Amaterasu, Lachesis, Co-Lus, le MH Knight of Gold… quelques noms qui résonnent parmi des centaines de milliers d’années d’épopée et autant de héros et héroïnes. Voici leurs histoires.

J’imagine que nombre de lectrices et lecteurs de manga ont une petite liste dans leur tête, de titres qu’ils aimeraient voir publier en France. Dans la mienne, The Five Star Stories se trouvait placé très haut. Car j’adore les robots géants – Mamoru Nagano a d’ailleurs travaillé comme mecha designer pour l’animation – car la série jouit d’une excellente réputation, et car son adaptation en film d’animation – reprenant le premier tome du manga – laissait entrevoir un univers vaste et foisonnant. Néanmoins, ce titre appartient à un genre peu en vogue en France, et le mangaka n’a publié que 16 volumes en presque 40 ans – laissant douter qu’il en arrivera un jour au bout – deux excellentes raisons pour lesquelles il était très improbable de le voir débarquer en France. Jusqu’à l’an de grâce 2022, chez un éditeur sans doute inconscient – donc même pour arriver au tome 16, ce n’est pas encore gagné.
Ne faisons pas planer le suspense plus longtemps : c’est mon manga de l’année. Rien que ça.
Déjà : car Mamoru Nagano est un Dieu du dessin. Qu’il s’agisse de ses mechas ou de ses personnages, ils sont tous absolument sublimes, tout en sortant des standards habituels. Les premiers sont massifs et détaillés, les seconds semblent échappés de shôjo manga des années 1970. Dans un cas comme dans l’autre, cela me parle énormément.
Ensuite, car le mangaka nous propose un monde passionnant, fait de royaumes spatiaux millénaires en proie avec des confédérations tout aussi imposantes et redoutables, avec une esthétique alliant antiquité décadente et technologie de pointe. La diversité des environnements et des nations signifie que tout est permis, ce qui fonctionne à merveille dans le cadre de son manga. Pour autant, il n’oublie pas de nous raconter une histoire à hauteur d’humains, en particulier à travers le lien unique unissant les pilotes à leur fatima.
16 tomes ne seront pas suffisamment pour pleinement exploiter tout le potentiel d’un tel univers, mais ils devraient permettre de passer en revue un large éventail de possibilités. Je sens que cela va être grandiose.

Chroniques des 7 Cités
En 2088, l’axe de la Terre bascule de 90°, causant des catastrophes en chaîne qui laissent l’humanité au bord de l’extinction, la poignée de survivants réfugiée sur une colonie lunaire. Trois ans plus tard, certains reviennent peupler la Terre et y bâtissent sept cités, à des endroits stratégiques. Mais entre dispute des ressources, auto-défense et luttes de pouvoir, ce n’est pas vraiment l’unité qui règne sur le nouveau monde…
Chaque gouvernement rivalise alors de stratégies militaires et d’intrigues politiques pour que sa cité tire son épingle de ce jeu dangereux.

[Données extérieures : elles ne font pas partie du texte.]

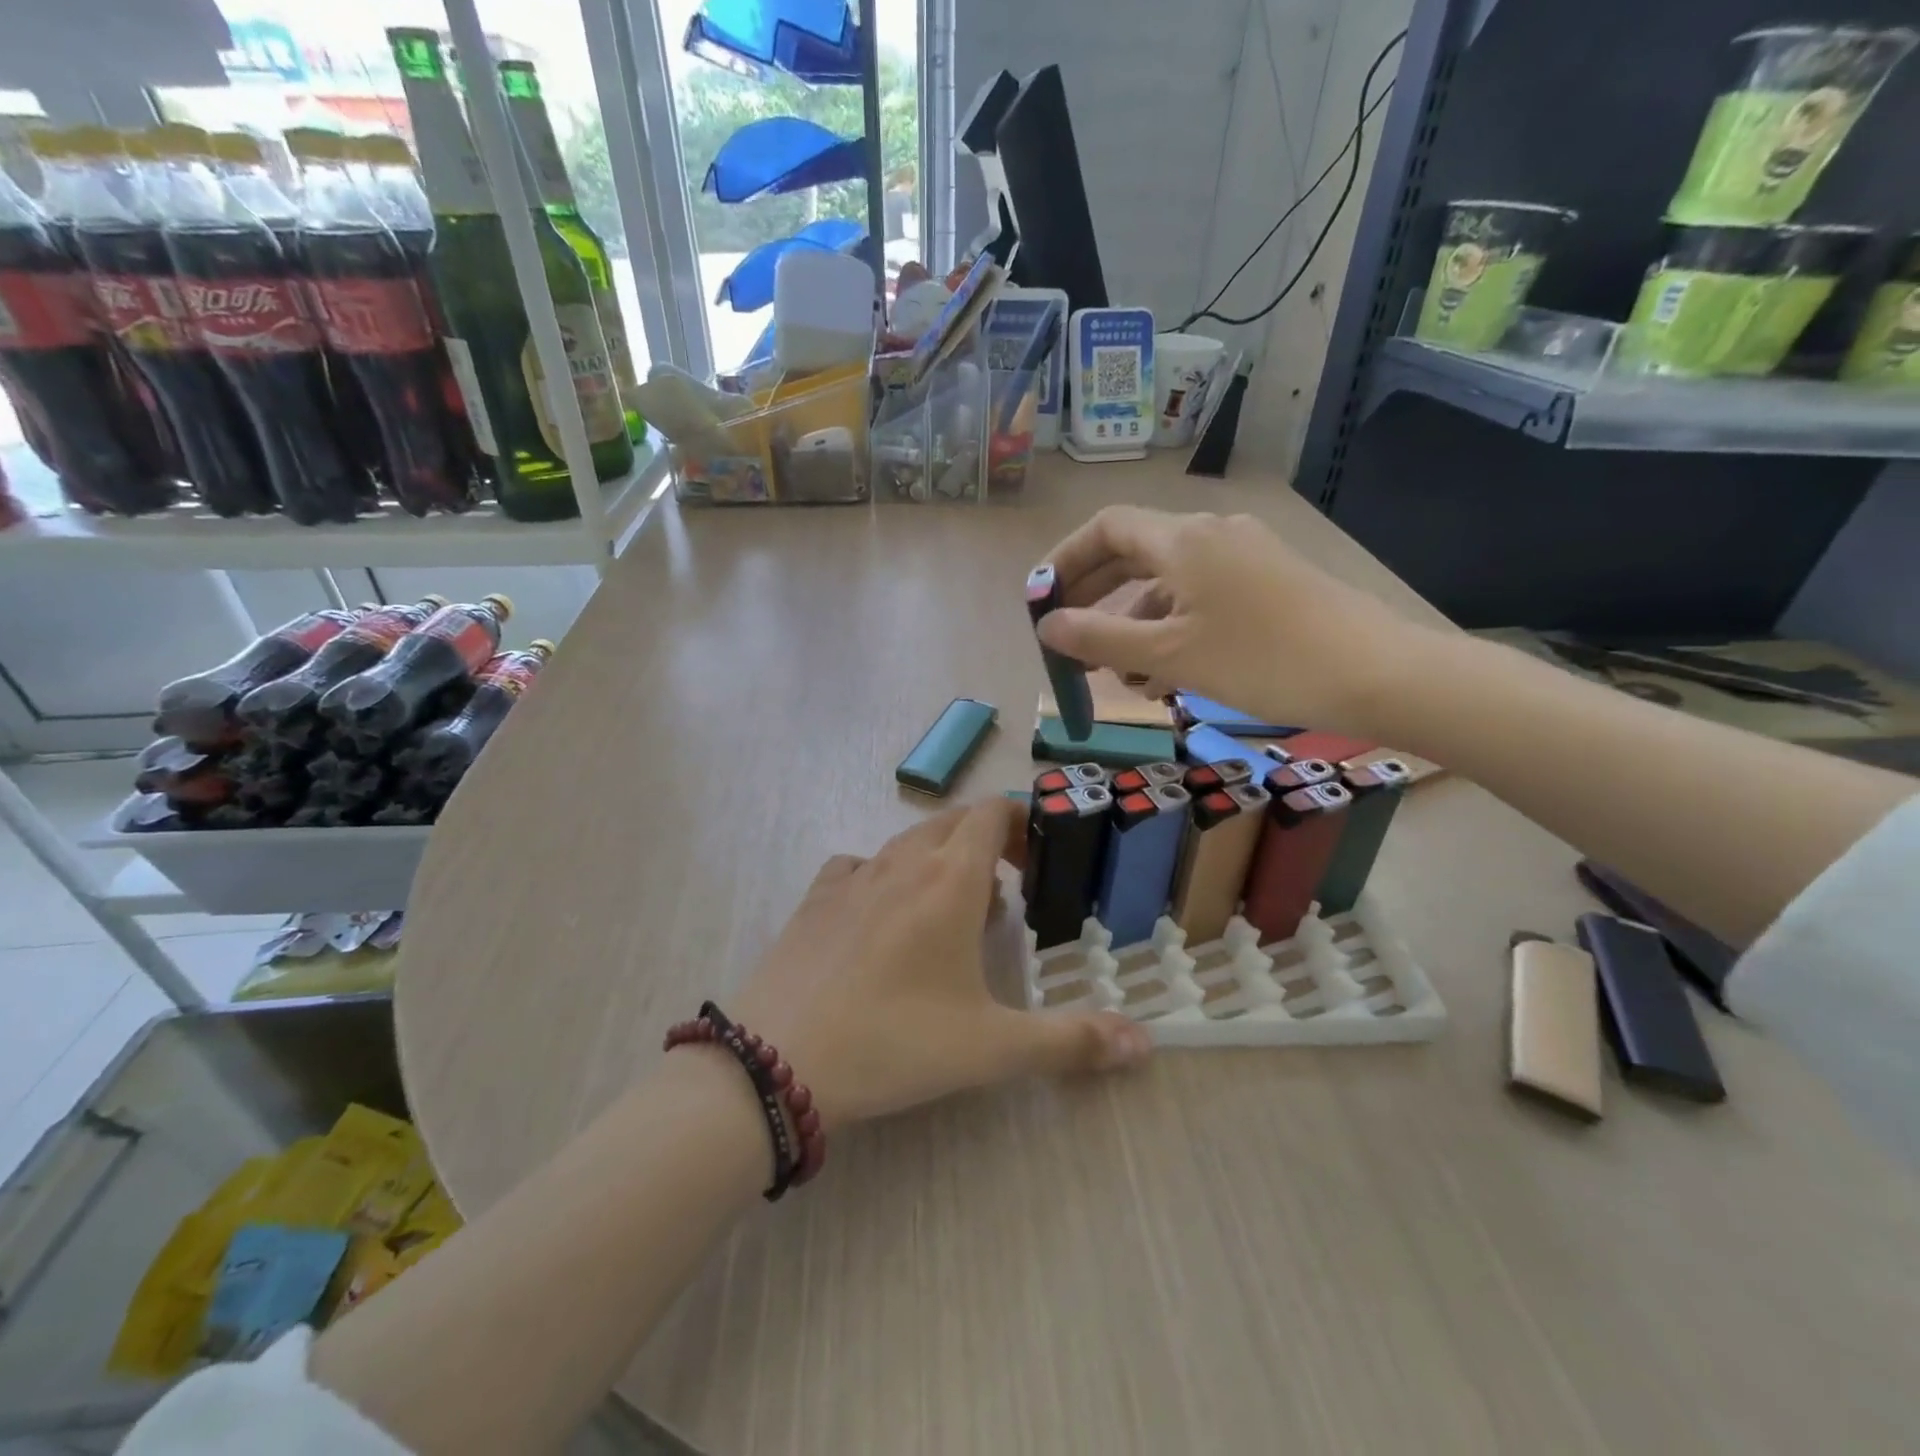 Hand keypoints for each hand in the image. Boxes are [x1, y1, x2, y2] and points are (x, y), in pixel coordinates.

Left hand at [732, 798, 1150, 1128]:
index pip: (991, 814)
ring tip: (952, 909)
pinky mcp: (815, 899)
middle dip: (986, 839)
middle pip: (952, 820)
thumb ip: (1072, 1041)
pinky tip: (884, 914)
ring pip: (906, 840)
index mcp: (948, 881)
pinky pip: (859, 865)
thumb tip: (1146, 1044)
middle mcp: (901, 863)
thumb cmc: (894, 1044)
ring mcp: (853, 877)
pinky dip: (884, 874)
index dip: (1021, 823)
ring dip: (938, 857)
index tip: (1038, 862)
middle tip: (1007, 889)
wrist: (778, 1062)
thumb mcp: (991, 1049)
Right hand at [1038, 505, 1423, 736]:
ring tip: (1120, 678)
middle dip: (1095, 598)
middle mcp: (1210, 535)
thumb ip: (1099, 638)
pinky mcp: (1268, 584)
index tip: (1040, 601)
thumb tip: (1047, 626)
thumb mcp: (1169, 654)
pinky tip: (1167, 677)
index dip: (1065, 561)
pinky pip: (1200, 599)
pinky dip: (1172, 630)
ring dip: (1134, 625)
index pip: (1105, 528)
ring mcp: (1243, 558)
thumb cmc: (1261, 659)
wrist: (1375, 674)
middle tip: (1068, 639)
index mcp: (1182, 539)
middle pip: (1133, 554)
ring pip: (1168, 584) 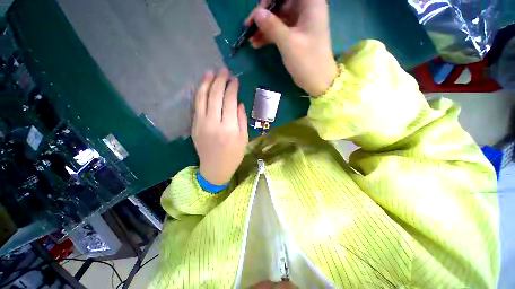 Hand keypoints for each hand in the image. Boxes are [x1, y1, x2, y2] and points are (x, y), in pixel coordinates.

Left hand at [192, 69, 247, 185]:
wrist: (215, 169)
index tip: (235, 79)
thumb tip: (239, 103)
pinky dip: (199, 94)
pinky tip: (202, 87)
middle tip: (223, 71)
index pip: (230, 101)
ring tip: (210, 72)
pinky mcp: (194, 126)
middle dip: (219, 80)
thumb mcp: (244, 138)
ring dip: (206, 83)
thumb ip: (242, 119)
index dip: (232, 88)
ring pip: (202, 98)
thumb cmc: (233, 155)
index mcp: (230, 127)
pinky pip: (196, 106)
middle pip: (215, 96)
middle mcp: (214, 123)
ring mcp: (201, 124)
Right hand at [246, 0, 337, 95]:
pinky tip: (257, 43)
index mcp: (310, 3)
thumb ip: (272, 26)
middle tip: (249, 27)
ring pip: (278, 17)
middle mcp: (306, 9)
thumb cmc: (307, 61)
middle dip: (264, 14)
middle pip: (281, 3)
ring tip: (250, 39)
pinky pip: (279, 30)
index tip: (259, 12)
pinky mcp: (295, 35)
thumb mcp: (288, 44)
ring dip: (264, 27)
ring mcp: (300, 23)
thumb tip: (257, 14)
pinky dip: (269, 36)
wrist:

Quand Yoshiki Tanaka (La Légende des Héros de la Galaxie, Les Chroniques d’Arslan) s’allie à Kotteri (Veil), forcément, cela donne très envie. Le romancier signe une nouvelle fois un récit sur des conflits géopolitiques, vécus aux côtés des personnes impliquées dans les diverses forces en présence, mais plaçant cette fois l’action sur une Terre futuriste où seules quelques cités demeurent – d’où le titre. Pour qui connaît déjà le travail de l’auteur, difficile de ne pas retrouver des éléments faisant écho à ses précédents travaux : des génies préférant largement leur tranquillité aux batailles – mais dont la seule présence suffit à en changer l’issue – des fanatiques de tout poil, et des stratégies militaires qui n’ont pas tellement évolué depuis L’Art de la Guerre. A tel point que certaines des contraintes imposées par le scénariste à son monde – interdisant en particulier les combats aériens – ressemblent surtout à des facilités pour s’en tenir aux stratégies en question. Néanmoins, nous retrouvons aussi ses qualités habituelles : une galerie de personnages mémorables – par leur intelligence, leur bravoure, ou leur charisme – et des conflits militaires bien pensés.
Contrairement à Hiromu Arakawa, qui s’approprie Les Chroniques d’Arslan pour imposer son style propre, Kotteri semble plus là pour servir l’histoire grâce à son dessin très soigné. Cela fait plaisir de la découvrir dans le cadre d’une série plus portée sur l’action, loin du contemplatif Veil. Mais ensemble, les deux artistes nous proposent un récit riche, plaisant à parcourir. Par contre, cinq tomes pour traiter un tel univers, cela semble un peu juste… Rassurons-nous en nous disant que Noeve Grafx, avec son rythme de publication ralenti, saura faire durer le plaisir pendant très longtemps.

Baki the Grappler
Sorti de nulle part, un mystérieux adolescent élimine un à un tous les meilleurs combattants d’un grand tournoi de karaté… Mais parviendra-t-il à remporter la finale ?
Son nom est Baki Hanma et il commence tout juste à écrire sa légende !!
Le mastodonte du manga de baston !!
Le cœur sur la main et la victoire au bout des poings !!
La quête d’un fils pour laver les péchés de son père !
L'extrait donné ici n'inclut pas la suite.